Would passers-by notice if one of the greatest violinists in the world today worked the street in Washington, D.C.?
Today the Washington Post magazine runs a fascinating piece by Gene Weingarten called Pearls Before Breakfast to find out.
The answer, essentially, is "no." But there were a couple of exceptions. One was a former violinist:
The cultural hero of the day arrived at L’Enfant Plaza pretty late, in the unprepossessing figure of one John Picarello, a smallish man with a baldish head.
Picarello hit the top of the escalator just after Bell began his final piece, a reprise of "Chaconne." In the video, you see Picarello stop dead in his tracks, locate the source of the music, and then retreat to the other end of the arcade. He takes up a position past the shoeshine stand, across from that lottery line, and he will not budge for the next nine minutes.
People who pay to see Joshua Bell play in a concert hall can pay up to $1000 a ticket. When the editors of the magazine discussed what might happen, they worried about crowd control:
In a demographic as sophisticated as Washington, the thinking went, several people would surely recognize Bell. Nervous "what-if" scenarios abounded. As people gathered, what if others stopped just to see what the attraction was? Word would spread through the crowd. Cameras would flash.

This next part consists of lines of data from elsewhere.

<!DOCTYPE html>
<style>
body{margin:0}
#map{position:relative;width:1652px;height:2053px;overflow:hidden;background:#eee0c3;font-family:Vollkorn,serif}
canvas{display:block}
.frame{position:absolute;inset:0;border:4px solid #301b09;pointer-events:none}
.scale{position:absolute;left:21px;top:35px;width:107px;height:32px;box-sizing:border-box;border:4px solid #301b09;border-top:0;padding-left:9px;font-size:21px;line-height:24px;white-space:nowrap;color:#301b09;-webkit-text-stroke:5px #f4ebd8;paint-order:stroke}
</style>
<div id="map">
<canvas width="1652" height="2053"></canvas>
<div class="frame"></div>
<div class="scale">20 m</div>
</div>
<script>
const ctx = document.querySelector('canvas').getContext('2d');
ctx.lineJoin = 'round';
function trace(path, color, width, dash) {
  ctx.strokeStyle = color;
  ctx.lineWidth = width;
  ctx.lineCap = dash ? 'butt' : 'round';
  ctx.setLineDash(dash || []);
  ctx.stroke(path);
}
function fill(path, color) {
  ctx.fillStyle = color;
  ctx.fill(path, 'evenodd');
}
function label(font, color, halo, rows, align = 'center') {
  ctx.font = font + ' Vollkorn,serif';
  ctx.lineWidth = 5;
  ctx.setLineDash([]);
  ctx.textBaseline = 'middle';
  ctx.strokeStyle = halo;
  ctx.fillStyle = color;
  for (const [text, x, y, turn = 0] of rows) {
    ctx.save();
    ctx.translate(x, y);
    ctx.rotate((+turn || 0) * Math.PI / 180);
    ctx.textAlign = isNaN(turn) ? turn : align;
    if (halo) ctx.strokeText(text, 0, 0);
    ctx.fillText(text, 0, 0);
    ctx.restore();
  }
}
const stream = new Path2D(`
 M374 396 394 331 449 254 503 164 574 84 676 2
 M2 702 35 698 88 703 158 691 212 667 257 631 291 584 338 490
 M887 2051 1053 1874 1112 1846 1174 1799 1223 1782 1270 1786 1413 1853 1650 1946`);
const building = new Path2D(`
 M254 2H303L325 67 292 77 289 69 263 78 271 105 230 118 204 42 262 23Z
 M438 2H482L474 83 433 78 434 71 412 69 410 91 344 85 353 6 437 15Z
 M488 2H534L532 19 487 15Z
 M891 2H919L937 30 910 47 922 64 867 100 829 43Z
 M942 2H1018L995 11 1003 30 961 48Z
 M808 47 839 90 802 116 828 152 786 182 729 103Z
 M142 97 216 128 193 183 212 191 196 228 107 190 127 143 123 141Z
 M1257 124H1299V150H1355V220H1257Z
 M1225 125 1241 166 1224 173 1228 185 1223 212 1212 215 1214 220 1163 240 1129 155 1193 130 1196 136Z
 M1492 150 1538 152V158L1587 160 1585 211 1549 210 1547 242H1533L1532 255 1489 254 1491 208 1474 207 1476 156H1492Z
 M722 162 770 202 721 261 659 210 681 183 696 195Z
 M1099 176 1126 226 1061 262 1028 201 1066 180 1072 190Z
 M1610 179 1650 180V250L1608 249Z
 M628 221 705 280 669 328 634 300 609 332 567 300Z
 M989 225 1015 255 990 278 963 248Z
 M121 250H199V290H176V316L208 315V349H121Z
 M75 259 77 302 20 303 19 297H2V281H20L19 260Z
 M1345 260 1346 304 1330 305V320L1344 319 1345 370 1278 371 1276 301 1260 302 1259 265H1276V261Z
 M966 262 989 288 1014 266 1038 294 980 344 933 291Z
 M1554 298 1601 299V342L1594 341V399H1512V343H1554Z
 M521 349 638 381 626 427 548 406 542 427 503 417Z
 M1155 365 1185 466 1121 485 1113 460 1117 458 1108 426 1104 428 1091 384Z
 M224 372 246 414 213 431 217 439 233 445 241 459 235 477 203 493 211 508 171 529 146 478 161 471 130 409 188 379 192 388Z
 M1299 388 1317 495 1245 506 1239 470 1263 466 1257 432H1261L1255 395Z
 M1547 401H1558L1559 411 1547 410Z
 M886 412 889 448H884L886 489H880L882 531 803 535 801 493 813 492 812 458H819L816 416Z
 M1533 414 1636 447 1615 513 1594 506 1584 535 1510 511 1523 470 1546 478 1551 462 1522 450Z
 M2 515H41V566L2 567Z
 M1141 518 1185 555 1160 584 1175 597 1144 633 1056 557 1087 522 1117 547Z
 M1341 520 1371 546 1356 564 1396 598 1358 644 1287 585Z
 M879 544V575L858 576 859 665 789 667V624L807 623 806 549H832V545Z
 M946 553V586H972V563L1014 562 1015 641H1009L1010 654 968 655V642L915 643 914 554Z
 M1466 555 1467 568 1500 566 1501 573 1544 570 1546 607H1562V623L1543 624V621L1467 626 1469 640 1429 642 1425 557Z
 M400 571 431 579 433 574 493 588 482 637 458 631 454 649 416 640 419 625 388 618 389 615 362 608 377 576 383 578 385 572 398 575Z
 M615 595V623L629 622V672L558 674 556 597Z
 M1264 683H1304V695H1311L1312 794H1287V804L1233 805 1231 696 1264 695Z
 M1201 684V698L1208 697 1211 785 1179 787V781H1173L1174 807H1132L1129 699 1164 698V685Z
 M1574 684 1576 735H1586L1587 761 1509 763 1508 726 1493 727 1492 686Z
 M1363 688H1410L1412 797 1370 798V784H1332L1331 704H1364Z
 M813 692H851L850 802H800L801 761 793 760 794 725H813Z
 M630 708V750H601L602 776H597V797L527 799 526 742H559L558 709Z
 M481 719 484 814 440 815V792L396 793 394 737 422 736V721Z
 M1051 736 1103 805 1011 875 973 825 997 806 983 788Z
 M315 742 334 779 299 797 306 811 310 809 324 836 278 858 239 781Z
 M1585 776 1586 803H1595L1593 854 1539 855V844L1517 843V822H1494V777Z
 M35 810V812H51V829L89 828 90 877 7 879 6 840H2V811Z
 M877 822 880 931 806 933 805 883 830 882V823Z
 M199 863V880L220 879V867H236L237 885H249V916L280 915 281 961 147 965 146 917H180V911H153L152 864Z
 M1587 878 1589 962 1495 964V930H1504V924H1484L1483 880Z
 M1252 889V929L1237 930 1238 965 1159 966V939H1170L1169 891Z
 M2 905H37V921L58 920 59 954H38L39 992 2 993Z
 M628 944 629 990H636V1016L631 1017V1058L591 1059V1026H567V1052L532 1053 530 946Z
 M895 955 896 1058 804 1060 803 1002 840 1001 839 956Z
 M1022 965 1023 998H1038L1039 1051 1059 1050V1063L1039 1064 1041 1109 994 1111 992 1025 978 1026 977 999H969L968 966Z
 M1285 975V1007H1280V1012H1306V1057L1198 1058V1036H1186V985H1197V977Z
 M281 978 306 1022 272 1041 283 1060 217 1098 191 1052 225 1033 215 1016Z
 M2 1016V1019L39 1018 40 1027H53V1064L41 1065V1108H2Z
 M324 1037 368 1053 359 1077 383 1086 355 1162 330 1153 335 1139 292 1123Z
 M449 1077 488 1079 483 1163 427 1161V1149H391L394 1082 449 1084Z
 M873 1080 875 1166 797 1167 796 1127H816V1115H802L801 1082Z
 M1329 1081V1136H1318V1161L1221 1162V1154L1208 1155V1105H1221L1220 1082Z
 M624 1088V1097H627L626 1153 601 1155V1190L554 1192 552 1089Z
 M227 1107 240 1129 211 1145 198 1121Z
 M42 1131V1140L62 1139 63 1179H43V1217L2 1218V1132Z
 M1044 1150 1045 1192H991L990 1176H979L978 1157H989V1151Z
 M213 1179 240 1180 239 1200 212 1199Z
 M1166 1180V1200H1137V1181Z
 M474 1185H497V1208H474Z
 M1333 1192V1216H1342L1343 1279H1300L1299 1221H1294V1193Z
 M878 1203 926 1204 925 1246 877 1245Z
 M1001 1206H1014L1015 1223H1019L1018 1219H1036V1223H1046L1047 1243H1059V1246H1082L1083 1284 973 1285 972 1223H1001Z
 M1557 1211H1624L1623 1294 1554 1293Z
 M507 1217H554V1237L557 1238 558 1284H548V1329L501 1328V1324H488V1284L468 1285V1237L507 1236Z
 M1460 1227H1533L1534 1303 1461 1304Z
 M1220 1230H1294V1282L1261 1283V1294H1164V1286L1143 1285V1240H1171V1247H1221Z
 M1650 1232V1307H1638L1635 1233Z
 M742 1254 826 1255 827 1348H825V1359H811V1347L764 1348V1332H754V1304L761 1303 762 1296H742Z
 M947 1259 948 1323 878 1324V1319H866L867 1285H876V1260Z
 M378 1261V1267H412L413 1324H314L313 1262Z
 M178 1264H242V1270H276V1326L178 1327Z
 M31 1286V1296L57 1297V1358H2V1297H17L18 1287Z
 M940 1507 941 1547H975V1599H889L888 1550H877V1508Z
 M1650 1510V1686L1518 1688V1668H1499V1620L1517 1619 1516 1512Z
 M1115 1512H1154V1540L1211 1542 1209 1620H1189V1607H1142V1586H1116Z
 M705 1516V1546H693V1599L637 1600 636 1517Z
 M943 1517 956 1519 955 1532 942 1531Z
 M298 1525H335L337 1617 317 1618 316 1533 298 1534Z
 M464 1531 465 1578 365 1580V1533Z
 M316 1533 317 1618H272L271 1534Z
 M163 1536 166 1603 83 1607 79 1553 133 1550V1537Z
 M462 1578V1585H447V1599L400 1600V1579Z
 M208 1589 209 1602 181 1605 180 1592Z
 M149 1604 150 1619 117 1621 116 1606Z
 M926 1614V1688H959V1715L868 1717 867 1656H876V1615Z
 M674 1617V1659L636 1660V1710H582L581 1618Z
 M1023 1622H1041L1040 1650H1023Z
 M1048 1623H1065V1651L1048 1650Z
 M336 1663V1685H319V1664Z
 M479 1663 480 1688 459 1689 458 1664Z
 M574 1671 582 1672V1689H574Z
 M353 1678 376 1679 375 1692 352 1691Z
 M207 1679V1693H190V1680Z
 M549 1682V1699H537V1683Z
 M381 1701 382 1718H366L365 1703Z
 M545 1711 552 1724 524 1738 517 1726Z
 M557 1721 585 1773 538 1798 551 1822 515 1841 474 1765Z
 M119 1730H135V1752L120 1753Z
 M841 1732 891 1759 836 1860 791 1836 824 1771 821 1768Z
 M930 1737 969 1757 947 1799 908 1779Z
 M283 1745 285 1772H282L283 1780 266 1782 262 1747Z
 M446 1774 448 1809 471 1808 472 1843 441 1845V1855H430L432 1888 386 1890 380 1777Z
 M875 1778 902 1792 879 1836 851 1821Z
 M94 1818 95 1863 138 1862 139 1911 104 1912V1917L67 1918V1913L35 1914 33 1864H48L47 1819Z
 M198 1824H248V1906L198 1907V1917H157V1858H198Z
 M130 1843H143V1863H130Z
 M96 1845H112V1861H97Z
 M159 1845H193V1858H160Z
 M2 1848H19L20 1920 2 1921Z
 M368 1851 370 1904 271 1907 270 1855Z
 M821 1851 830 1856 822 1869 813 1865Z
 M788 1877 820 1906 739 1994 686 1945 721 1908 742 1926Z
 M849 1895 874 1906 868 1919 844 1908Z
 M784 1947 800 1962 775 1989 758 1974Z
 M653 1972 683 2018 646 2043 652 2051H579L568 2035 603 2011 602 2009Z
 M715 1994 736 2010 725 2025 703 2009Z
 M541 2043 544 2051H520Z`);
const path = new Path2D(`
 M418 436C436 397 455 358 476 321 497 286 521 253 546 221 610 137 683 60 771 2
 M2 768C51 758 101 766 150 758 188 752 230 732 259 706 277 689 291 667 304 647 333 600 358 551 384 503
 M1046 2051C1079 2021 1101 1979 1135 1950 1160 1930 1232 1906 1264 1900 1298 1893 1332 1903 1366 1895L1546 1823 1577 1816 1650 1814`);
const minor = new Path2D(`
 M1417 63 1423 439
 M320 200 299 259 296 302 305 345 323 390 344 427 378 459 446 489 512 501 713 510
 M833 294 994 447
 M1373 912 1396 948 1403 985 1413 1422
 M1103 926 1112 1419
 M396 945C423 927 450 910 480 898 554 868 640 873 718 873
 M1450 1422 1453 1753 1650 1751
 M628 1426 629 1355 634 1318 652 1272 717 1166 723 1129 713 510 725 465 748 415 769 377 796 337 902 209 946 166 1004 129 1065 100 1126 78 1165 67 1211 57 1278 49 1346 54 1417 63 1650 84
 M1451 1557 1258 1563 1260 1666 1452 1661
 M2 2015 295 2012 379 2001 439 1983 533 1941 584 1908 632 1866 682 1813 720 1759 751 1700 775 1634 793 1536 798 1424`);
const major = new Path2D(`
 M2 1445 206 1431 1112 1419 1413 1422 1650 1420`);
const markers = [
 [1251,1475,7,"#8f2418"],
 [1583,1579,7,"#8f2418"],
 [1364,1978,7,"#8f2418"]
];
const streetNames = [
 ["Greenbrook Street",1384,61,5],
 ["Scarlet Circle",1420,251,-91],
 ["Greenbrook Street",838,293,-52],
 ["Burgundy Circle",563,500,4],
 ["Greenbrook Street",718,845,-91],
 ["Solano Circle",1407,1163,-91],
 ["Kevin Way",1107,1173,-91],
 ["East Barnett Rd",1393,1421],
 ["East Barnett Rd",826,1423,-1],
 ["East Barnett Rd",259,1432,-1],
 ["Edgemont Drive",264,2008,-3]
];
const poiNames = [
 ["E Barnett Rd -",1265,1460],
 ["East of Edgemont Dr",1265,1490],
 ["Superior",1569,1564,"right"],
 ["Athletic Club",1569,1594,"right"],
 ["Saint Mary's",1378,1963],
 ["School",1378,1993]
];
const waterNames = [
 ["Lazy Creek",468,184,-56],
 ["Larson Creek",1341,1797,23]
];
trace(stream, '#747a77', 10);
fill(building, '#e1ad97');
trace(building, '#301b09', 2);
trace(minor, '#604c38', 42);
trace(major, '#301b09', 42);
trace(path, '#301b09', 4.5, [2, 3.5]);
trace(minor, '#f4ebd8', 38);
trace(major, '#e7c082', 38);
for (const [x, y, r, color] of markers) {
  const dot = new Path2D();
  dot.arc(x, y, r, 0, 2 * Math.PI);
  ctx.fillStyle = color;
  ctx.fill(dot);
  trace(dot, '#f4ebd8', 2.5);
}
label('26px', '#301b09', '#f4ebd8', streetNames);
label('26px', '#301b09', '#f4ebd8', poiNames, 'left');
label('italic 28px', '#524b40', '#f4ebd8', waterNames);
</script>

More people flock to the scene; rush-hour pedestrian traffic backs up; tempers flare; the National Guard is called; tear gas, rubber bullets, etc.
No such luck. But there was one group who "got" Bell immediately, interestingly:
There was no ethnic or demographic pattern to distinguish the people who stayed to watch Bell, or the ones who gave money, from that vast majority who hurried on past, unheeding. Whites, blacks and Asians, young and old, men and women, were represented in all three groups. But the behavior of one demographic remained absolutely consistent. Every single time a child walked past, he or she tried to stop and watch. And every single time, a parent scooted the kid away.
Interestingly, on his own another great musician–Neil Young–tried a similar experiment a few years ago in Scotland. He had no trouble drawing a crowd, despite wearing the craziest hat you ever did see.
Make of this what you will. Weingarten’s conclusion:
If we can’t take the time out of our lives to stay a moment and listen to one of the best musicians on Earth play some of the best music ever written; if the surge of modern life so overpowers us that we are deaf and blind to something like that — then what else are we missing?